A Topography of Contemporary Fear

Oct '21

After Evil

Rohit Goel discusses the significance of Robert Meister's magisterial After Evil: A Politics of Human Rights (Columbia, 2010) for a post-Cold War aesthetics, politics, ethics, and realism, especially in the time of pandemic. Moving between art history, architecture, psychoanalysis, jurisprudence, philosophy, and theology, Rohit reads Meister's global analysis of our contemporary - a time and space stuck between a past deemed evil and a just future that is yet to come.

What does it mean to exist in a 'time that remains' between past and future, a present place/time in which evil is declared over just justice has yet to arrive? What effect does this 'transitional' topography of the contemporary have on creativity, thought, and action?

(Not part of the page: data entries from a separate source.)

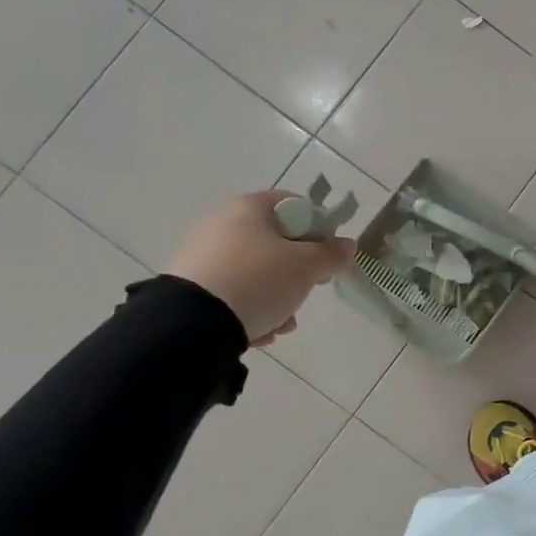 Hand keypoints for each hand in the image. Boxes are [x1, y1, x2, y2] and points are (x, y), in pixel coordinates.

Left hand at [166, 191, 354, 346]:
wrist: (192, 324)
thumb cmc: (258, 280)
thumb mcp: (306, 267)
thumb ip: (332, 254)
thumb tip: (346, 245)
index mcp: (248, 207)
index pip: (294, 205)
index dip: (318, 228)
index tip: (327, 256)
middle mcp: (220, 222)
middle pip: (275, 242)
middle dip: (297, 271)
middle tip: (307, 289)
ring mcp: (201, 254)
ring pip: (255, 271)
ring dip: (276, 296)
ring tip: (282, 322)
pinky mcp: (188, 285)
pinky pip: (232, 291)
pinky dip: (249, 308)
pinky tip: (259, 330) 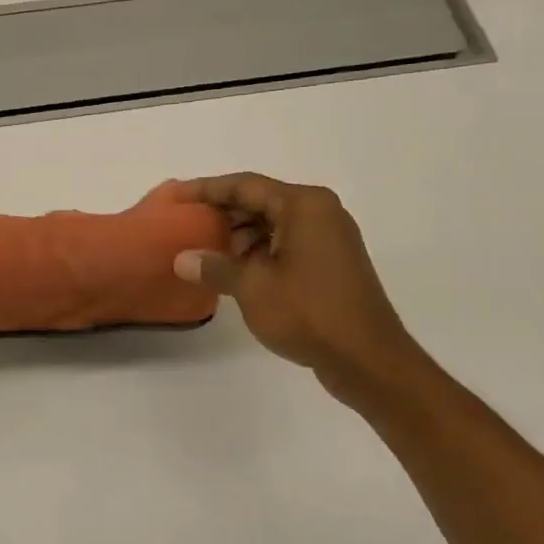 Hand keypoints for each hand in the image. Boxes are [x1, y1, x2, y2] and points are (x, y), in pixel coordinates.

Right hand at [172, 173, 417, 405]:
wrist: (367, 359)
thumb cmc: (309, 313)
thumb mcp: (252, 288)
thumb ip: (215, 267)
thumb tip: (182, 260)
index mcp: (303, 205)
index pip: (245, 185)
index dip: (206, 189)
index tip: (176, 196)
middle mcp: (320, 212)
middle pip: (260, 200)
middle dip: (223, 214)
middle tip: (186, 227)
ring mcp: (330, 237)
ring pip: (274, 224)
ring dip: (240, 236)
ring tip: (207, 255)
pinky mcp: (331, 262)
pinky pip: (287, 243)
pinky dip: (260, 251)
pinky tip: (236, 271) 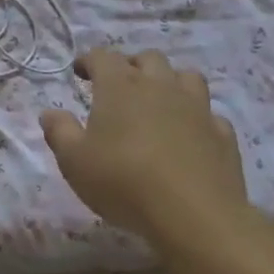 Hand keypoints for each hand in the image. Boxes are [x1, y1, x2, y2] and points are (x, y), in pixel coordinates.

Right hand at [39, 49, 246, 235]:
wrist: (195, 216)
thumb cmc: (123, 181)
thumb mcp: (74, 160)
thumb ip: (59, 131)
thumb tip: (50, 113)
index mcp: (120, 86)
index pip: (102, 56)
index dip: (88, 60)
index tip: (80, 72)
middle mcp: (159, 86)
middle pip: (147, 58)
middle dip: (131, 66)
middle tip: (119, 86)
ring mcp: (197, 108)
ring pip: (186, 77)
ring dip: (170, 82)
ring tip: (158, 102)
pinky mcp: (223, 135)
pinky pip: (210, 114)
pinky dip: (197, 118)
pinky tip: (190, 134)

With the Lebanese artist and writer Walid Sadek, in 2011, Rohit sustained a year-long reading group on Meister's singular book in Beirut's south suburbs, with artists, architects, writers, critics, political philosophers, theologians, advocates, and activists. He subsequently taught courses on the book After Evil alone, at times with Robert Meister, thrice at the University of Chicago, once at Sciences Po Paris, and once at Jnanapravaha Mumbai. For the first time in years, Rohit will be teaching Meister's book in BICAR's course, After Evil.